Quite a few years have passed since Willard Ruskin and his companions merged with the dying star Betelgeuse and helped open the gates to the galaxy for humanity and its neighbors. As humans and others use the starstream to reach new worlds to colonize, it's a boon but also a danger: In the starstream are the Throgs, seemingly incomprehensible beings who have destroyed ships and even whole worlds, when they are able to follow a fleeing ship out of the starstream.
Most ships get through safely, though, and Charity is carrying colonists bound for a new colony world. Among those on board Charity are Claudi Melnick, age eight, Sheky Hando, age six, and Jeaves, AI age two hundred or so--the same Jeaves who was a very mixed blessing for Willard Ruskin. Jeaves still has his own agenda, and it involves the Throgs.
It also, as he observes Claudi and Sheky, comes to involve the children, who are seeing and experiencing things that most of the adults, and most of their fellow children, are not. Things like the still-distant Throgs.
Things like the multiple-consciousness being that was once Ruskin, Alimaxim, the assassin Gantz, and Bright (Betelgeuse's own name for herself.)

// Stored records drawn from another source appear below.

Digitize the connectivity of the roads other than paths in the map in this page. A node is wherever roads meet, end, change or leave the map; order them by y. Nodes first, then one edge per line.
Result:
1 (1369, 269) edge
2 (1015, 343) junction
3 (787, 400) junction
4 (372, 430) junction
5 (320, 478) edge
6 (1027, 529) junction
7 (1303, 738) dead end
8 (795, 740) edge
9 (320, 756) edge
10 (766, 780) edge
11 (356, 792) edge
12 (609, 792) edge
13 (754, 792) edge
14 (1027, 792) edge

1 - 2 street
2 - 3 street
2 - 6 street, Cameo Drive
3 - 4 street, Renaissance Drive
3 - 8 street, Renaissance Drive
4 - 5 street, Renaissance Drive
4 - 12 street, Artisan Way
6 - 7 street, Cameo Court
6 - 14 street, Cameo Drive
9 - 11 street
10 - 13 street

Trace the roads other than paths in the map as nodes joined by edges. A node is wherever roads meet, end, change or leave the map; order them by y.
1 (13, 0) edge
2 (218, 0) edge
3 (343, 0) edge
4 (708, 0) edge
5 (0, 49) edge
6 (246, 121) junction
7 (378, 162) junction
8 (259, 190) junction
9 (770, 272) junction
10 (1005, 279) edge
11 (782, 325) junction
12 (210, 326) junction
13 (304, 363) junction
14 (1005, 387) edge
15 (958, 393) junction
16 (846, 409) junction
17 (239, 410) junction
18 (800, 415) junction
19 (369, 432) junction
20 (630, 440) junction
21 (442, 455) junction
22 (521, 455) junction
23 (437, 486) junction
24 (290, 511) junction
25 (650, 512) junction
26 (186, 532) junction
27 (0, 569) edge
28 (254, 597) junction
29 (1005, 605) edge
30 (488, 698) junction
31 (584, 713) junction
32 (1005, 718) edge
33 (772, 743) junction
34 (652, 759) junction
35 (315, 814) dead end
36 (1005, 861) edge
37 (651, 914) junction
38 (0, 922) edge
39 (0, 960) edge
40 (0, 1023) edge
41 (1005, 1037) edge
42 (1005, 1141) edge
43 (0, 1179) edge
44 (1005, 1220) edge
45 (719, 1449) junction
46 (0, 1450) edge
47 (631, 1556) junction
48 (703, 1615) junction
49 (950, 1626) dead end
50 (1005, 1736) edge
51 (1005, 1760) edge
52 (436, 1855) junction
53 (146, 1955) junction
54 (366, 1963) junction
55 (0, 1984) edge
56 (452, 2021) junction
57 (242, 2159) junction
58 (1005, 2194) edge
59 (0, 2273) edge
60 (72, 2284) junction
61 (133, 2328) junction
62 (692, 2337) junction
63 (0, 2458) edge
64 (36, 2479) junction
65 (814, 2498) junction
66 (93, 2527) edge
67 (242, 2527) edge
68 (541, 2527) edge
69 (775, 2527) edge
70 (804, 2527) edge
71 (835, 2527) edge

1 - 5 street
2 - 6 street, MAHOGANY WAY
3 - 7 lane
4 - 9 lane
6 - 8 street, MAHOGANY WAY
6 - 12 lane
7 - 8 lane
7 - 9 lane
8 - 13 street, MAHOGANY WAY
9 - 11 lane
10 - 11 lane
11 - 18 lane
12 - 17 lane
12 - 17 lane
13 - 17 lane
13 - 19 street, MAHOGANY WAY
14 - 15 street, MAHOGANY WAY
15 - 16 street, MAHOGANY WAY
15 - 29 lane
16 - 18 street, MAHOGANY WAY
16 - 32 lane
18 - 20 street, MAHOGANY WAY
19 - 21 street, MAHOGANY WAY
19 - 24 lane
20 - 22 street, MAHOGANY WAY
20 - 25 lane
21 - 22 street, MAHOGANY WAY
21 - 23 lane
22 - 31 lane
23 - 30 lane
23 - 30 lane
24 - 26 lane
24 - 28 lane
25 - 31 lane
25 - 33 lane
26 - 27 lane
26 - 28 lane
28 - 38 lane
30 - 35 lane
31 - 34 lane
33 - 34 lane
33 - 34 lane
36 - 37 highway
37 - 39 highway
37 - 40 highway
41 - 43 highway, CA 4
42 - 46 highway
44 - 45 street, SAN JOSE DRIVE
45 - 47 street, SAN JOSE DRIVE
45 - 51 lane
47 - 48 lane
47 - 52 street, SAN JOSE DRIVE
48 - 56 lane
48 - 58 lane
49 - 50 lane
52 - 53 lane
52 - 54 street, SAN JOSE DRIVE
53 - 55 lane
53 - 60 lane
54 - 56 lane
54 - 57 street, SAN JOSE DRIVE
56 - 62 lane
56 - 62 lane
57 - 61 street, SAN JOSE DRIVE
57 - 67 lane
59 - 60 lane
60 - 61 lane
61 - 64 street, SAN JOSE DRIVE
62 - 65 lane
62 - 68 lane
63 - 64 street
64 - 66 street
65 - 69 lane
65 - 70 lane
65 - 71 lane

Claudi and Sheky are bright, sensible, but real children, with real personalities and limitations. Their youth may be part of why they are open to what's happening around them; they also struggle to make sensible and responsible decisions beyond their experience--especially as they come to realize they may be the only ones who can avert disaster on this voyage down the starstream.
Carver has done a great job in portraying real kids, real adults, real relationships among them, as well as a fast-paced and enjoyable adventure.
I borrowed this book from a friend.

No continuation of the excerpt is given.